##### DATA

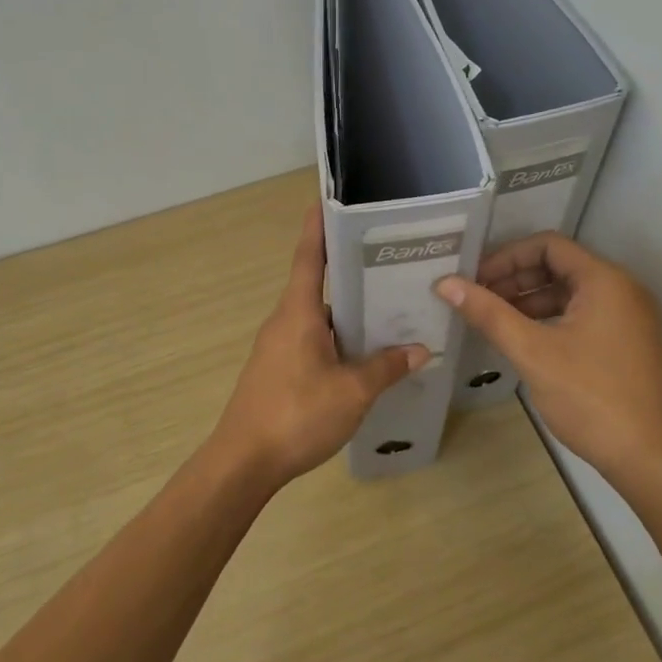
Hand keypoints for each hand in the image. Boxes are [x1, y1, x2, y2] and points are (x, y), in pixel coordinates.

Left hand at [210, 204, 428, 487]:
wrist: (243, 462)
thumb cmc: (296, 415)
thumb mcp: (351, 392)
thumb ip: (385, 367)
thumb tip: (418, 349)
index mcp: (298, 313)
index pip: (309, 257)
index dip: (318, 227)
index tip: (329, 200)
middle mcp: (284, 322)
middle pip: (317, 285)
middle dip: (348, 270)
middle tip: (388, 260)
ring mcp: (278, 347)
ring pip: (317, 318)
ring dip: (347, 311)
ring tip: (386, 308)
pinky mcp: (277, 371)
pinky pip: (312, 341)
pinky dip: (337, 338)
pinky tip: (362, 355)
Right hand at [436, 233, 661, 491]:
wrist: (650, 459)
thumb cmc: (591, 397)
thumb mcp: (532, 352)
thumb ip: (489, 313)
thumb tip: (446, 284)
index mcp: (605, 281)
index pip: (548, 245)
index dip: (506, 257)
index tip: (475, 280)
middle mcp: (622, 290)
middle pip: (559, 266)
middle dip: (514, 279)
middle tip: (477, 300)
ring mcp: (628, 319)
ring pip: (570, 294)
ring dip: (529, 301)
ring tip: (492, 321)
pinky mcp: (627, 344)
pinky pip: (582, 316)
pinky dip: (549, 321)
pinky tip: (523, 341)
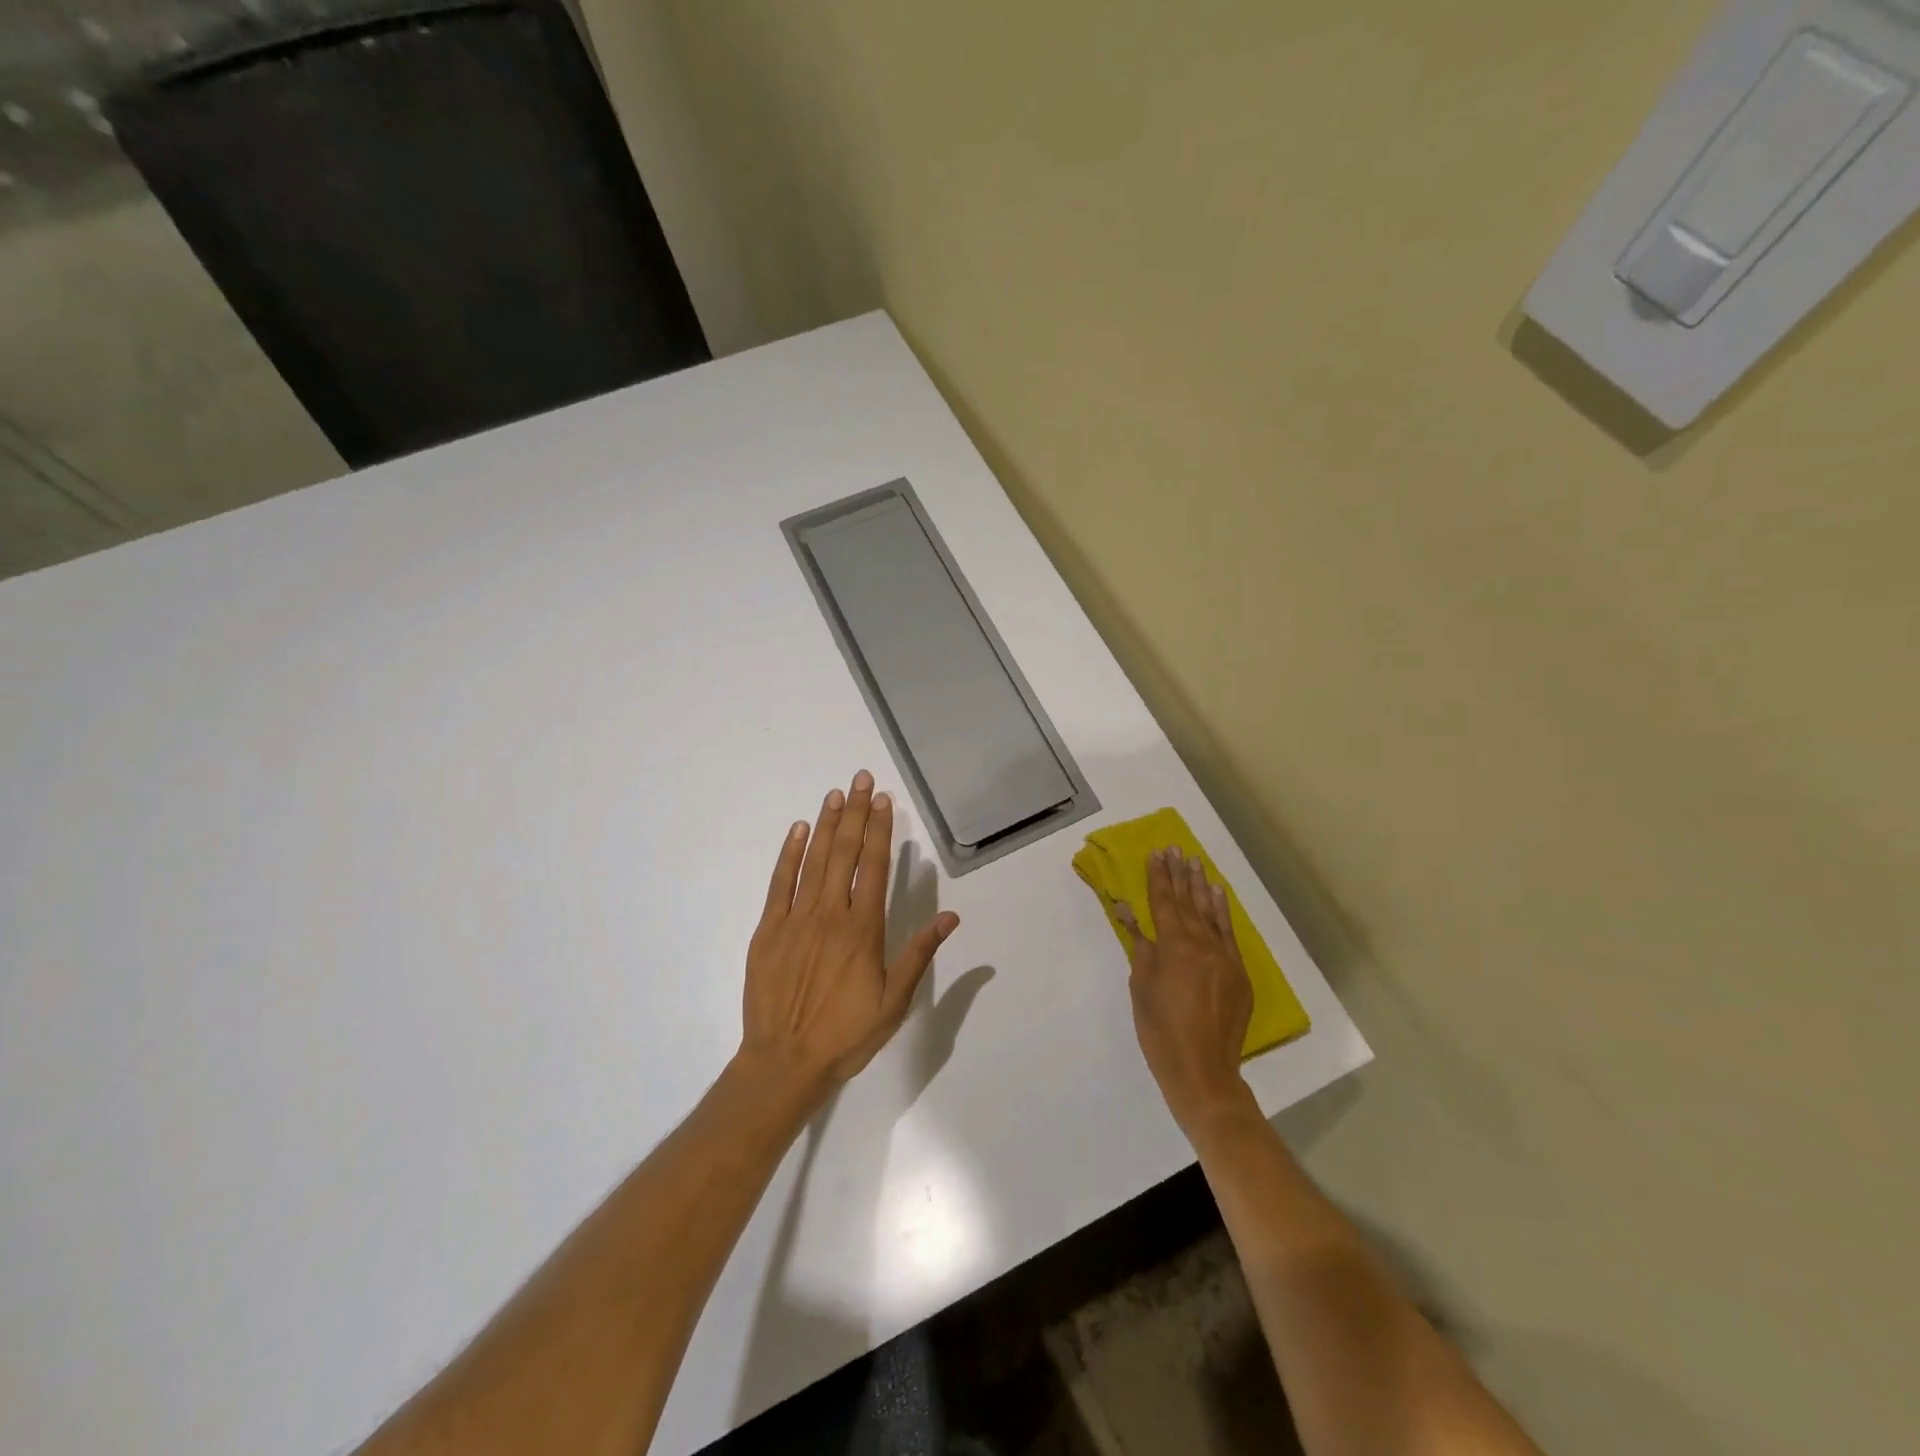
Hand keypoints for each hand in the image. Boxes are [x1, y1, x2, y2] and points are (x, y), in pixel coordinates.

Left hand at [740, 770, 959, 1101]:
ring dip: (826, 824)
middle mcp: (830, 914)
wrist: (784, 1061)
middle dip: (854, 813)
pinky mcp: (768, 930)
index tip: (883, 800)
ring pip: (813, 860)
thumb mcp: (894, 1002)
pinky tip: (798, 831)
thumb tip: (950, 918)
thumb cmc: (846, 1034)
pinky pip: (779, 883)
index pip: (873, 867)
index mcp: (862, 929)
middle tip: (860, 779)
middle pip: (844, 853)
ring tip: (836, 794)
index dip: (879, 830)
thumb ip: (919, 955)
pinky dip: (789, 854)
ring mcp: (795, 919)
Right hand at [1117, 848, 1259, 1142]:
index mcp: (1174, 946)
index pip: (1163, 902)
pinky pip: (1230, 933)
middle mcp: (1202, 944)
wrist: (1203, 1070)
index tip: (1156, 853)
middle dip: (1180, 874)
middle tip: (1176, 848)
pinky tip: (1219, 895)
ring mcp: (1225, 957)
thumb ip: (1139, 945)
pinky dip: (1223, 912)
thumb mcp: (1140, 985)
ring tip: (1196, 862)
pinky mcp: (1239, 973)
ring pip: (1212, 913)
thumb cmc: (1160, 1029)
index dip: (1158, 877)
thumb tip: (1127, 911)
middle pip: (1188, 901)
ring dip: (1202, 886)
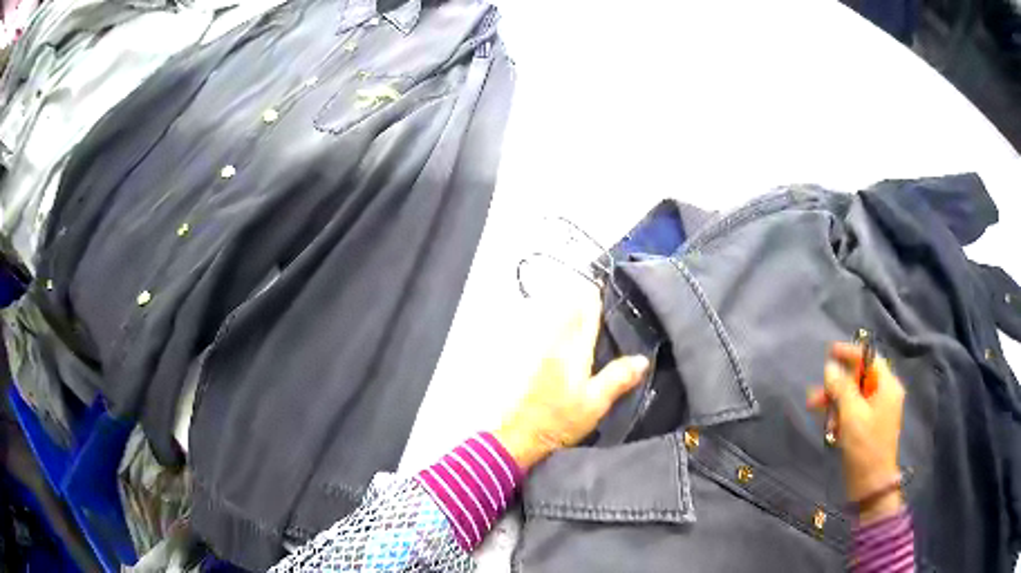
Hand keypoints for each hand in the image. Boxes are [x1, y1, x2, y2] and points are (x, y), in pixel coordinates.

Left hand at [493, 293, 648, 470]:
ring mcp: (545, 353)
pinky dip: (568, 327)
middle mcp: (557, 345)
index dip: (596, 296)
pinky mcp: (539, 364)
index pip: (586, 314)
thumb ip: (618, 378)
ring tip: (597, 310)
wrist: (523, 435)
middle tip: (607, 293)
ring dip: (576, 311)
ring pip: (562, 322)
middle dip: (586, 299)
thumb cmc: (560, 419)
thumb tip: (642, 358)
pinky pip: (557, 335)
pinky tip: (579, 336)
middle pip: (571, 313)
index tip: (607, 281)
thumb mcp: (595, 402)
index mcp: (573, 350)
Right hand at [807, 342, 905, 522]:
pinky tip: (830, 428)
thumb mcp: (851, 414)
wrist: (871, 484)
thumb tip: (831, 367)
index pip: (869, 358)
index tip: (829, 352)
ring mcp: (878, 411)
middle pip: (859, 378)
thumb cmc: (864, 446)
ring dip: (835, 401)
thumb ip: (841, 387)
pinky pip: (854, 411)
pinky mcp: (870, 426)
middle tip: (815, 394)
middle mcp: (885, 394)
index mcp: (887, 386)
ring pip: (854, 396)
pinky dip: (841, 415)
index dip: (850, 353)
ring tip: (816, 410)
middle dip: (837, 384)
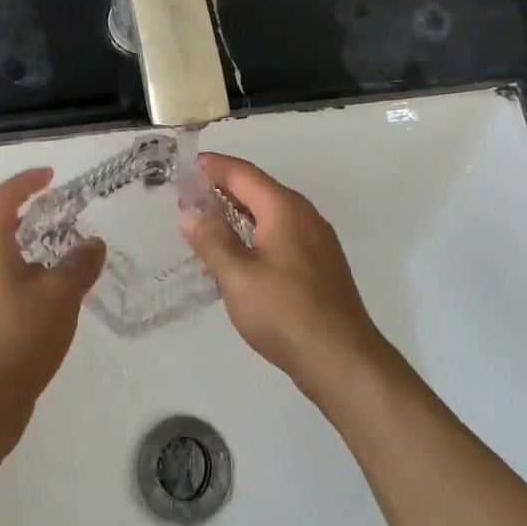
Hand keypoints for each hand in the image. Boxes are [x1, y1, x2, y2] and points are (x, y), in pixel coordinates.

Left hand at [0, 168, 105, 433]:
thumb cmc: (17, 336)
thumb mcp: (60, 294)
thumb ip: (79, 264)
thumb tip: (93, 244)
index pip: (2, 199)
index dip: (25, 181)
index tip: (51, 175)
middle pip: (2, 229)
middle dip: (34, 218)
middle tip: (67, 217)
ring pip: (8, 262)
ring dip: (37, 253)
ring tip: (71, 261)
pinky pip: (11, 290)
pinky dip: (35, 283)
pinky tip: (59, 303)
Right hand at [180, 154, 389, 396]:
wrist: (342, 359)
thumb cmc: (285, 313)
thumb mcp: (237, 276)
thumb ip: (211, 240)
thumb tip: (190, 210)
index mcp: (284, 208)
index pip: (242, 173)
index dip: (213, 167)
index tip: (184, 166)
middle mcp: (304, 215)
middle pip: (257, 189)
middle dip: (222, 189)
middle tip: (187, 197)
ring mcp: (316, 240)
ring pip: (269, 213)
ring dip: (237, 212)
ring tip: (205, 223)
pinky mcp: (319, 264)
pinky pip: (280, 233)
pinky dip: (254, 232)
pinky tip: (237, 253)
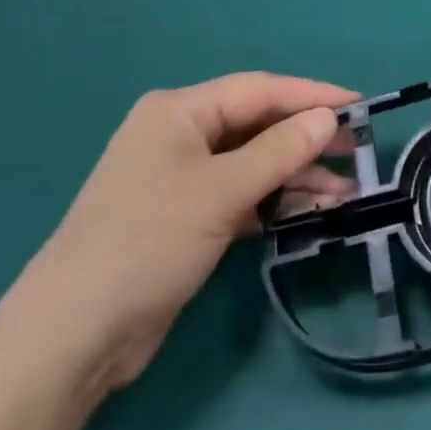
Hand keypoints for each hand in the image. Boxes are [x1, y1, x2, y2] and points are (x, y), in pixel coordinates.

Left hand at [0, 74, 356, 388]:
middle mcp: (180, 136)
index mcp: (178, 112)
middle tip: (356, 151)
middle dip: (306, 138)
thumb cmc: (147, 242)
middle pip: (257, 126)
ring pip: (253, 163)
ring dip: (296, 175)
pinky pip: (241, 196)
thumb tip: (328, 118)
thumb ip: (279, 151)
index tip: (358, 105)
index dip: (310, 95)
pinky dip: (274, 201)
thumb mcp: (220, 192)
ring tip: (345, 191)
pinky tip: (311, 211)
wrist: (71, 339)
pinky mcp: (185, 219)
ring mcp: (181, 179)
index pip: (258, 90)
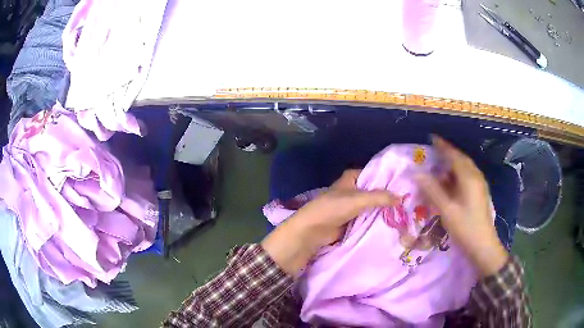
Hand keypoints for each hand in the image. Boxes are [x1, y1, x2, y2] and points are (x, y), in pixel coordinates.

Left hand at [262, 170, 397, 275]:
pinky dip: (377, 219)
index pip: (374, 173)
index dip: (388, 177)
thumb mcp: (358, 199)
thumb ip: (380, 197)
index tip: (405, 183)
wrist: (313, 231)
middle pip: (374, 190)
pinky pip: (368, 218)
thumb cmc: (332, 208)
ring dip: (384, 209)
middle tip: (409, 199)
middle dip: (388, 195)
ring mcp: (352, 206)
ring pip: (372, 205)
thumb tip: (401, 197)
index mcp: (351, 178)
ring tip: (406, 210)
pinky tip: (393, 222)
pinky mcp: (352, 220)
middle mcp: (353, 189)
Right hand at [416, 136, 507, 276]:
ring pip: (466, 167)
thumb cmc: (465, 227)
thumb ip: (433, 190)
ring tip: (441, 163)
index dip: (443, 146)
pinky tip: (451, 180)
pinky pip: (468, 176)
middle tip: (435, 149)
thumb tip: (417, 173)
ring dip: (454, 163)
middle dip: (449, 152)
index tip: (432, 137)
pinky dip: (458, 173)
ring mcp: (480, 185)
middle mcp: (476, 177)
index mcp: (469, 178)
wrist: (483, 245)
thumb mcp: (447, 210)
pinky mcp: (480, 193)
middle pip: (462, 159)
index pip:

##########

The required answer is the run of lines above, starting at the line with "middle dip: (1180, 874)" and ending at the line with "thumb tip: (1127, 911)", reproduced exactly with both ends.

middle dip: (1180, 874)
middle tip: (1176, 848)
pinky tip: (1219, 895)
ring mcp: (1225, 957)
thumb ip: (1139, 945)
pinky dip: (1223, 912)
thumb mcp: (1140, 985)
ring tip: (1196, 862)
pinky mcp: (1239, 973)
ring pip: (1212, 913)
thumb cmc: (1160, 1029)
index dip: (1158, 877)
thumb tip: (1127, 911)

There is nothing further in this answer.